ABOUT THIS EXERCISE
Go through the material below and state how many lines include "Slavíčkova", giving the number only.

============================================================

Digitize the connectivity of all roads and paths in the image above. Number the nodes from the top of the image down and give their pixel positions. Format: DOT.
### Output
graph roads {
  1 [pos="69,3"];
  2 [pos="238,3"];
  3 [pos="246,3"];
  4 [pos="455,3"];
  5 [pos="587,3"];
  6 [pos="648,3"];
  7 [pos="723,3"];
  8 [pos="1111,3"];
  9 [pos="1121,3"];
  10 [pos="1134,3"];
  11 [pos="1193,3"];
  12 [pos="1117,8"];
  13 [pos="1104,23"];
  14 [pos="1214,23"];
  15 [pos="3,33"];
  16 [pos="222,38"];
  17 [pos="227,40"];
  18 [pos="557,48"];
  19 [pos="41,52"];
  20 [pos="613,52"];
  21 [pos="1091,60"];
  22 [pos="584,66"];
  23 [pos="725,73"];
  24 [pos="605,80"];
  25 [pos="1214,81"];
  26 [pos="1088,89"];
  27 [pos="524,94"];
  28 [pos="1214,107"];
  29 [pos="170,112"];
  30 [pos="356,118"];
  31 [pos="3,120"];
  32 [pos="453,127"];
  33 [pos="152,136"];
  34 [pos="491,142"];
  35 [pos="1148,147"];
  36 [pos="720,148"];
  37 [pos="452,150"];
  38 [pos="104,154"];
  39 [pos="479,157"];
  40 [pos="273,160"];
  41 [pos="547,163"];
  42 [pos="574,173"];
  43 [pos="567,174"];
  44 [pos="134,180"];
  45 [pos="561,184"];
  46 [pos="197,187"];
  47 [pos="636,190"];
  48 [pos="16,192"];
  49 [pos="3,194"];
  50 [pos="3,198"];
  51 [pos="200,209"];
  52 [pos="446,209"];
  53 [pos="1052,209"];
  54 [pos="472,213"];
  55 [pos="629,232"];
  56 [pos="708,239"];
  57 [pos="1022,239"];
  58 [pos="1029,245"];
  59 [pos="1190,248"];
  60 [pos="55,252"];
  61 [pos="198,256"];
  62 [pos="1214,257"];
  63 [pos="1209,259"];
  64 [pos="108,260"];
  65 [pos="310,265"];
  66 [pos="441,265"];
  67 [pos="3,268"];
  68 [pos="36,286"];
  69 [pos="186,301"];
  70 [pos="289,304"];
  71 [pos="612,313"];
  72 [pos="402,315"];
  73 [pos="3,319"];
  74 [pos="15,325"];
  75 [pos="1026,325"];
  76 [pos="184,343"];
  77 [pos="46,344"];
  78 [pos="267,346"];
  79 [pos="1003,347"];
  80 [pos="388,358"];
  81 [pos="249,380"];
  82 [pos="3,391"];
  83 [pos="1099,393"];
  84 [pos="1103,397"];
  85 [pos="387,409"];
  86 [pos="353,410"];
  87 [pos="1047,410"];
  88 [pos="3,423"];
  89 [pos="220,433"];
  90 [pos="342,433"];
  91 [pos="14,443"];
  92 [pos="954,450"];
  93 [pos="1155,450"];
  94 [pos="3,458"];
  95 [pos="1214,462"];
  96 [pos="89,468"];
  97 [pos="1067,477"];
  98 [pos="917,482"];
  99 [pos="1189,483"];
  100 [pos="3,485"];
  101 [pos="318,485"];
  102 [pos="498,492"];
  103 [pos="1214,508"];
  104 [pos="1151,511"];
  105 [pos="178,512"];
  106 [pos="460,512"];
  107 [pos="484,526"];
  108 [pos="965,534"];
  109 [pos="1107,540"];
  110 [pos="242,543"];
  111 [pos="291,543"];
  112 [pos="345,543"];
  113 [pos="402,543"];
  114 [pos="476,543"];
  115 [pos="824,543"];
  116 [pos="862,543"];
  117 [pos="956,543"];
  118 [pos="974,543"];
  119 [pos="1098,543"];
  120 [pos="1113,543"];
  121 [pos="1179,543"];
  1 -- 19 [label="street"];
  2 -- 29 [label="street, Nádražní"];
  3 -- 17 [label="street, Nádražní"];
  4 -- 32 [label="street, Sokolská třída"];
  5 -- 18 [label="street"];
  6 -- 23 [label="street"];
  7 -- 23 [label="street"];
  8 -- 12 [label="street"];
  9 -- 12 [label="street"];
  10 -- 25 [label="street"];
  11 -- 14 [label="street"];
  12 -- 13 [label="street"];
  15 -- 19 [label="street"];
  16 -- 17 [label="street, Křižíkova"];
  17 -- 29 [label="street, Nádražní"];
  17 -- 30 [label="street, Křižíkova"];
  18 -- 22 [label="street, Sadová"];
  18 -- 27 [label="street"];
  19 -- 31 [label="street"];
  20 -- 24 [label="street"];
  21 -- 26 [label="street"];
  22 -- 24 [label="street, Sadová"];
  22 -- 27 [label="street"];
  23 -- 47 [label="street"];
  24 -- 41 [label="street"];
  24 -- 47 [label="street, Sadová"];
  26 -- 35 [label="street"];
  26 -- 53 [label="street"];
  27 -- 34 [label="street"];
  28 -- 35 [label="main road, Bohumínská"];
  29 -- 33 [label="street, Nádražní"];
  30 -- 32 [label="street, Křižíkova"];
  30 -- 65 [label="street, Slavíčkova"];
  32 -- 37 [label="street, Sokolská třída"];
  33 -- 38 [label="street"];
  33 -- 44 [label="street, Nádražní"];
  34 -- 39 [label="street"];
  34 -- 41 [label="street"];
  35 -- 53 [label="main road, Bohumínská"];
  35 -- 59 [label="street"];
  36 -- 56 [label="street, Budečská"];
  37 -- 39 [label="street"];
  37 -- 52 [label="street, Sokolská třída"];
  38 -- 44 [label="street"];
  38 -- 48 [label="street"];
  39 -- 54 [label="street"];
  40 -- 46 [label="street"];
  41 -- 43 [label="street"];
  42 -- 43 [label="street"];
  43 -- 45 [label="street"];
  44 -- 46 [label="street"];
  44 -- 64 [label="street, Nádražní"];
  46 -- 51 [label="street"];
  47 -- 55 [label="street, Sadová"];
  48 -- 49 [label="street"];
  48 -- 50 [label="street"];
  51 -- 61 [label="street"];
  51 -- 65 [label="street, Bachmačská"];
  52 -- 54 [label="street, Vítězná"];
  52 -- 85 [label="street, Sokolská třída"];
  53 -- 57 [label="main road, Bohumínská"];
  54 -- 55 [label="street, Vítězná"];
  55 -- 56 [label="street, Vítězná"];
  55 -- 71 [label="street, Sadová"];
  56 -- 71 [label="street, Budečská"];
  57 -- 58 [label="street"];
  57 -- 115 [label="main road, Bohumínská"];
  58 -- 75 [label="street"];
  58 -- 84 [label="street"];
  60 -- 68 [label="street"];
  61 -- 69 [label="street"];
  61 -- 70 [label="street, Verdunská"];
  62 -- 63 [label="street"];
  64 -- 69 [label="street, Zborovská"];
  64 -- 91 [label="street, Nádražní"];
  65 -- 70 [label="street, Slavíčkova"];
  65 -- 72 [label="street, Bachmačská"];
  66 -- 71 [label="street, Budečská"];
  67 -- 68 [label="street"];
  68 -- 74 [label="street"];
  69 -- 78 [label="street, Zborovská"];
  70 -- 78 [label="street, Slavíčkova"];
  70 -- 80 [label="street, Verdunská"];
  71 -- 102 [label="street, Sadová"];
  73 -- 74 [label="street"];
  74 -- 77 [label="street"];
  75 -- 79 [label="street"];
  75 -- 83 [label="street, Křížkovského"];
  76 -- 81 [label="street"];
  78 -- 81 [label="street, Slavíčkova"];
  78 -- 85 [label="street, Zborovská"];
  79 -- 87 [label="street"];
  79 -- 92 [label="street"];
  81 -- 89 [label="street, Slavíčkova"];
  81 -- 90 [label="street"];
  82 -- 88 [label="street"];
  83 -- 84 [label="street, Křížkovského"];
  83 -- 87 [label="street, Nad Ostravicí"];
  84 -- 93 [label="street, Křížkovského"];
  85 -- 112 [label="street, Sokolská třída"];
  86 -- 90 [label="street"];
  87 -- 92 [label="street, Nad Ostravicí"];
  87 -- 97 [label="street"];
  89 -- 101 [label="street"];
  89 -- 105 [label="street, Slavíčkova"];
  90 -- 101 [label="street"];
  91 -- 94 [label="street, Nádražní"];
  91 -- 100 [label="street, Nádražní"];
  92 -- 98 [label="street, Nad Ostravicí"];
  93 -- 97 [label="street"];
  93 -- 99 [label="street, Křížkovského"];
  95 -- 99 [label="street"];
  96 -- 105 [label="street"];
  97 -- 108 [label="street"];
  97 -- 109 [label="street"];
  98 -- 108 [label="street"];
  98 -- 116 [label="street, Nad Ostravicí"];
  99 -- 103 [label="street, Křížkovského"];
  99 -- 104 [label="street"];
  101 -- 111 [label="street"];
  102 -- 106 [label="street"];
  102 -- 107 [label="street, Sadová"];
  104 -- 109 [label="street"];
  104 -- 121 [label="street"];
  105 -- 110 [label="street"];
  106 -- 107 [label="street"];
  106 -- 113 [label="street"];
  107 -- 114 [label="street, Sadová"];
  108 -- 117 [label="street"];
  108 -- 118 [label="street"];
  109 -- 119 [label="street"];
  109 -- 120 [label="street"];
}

============================================================

TASK SOLUTION
6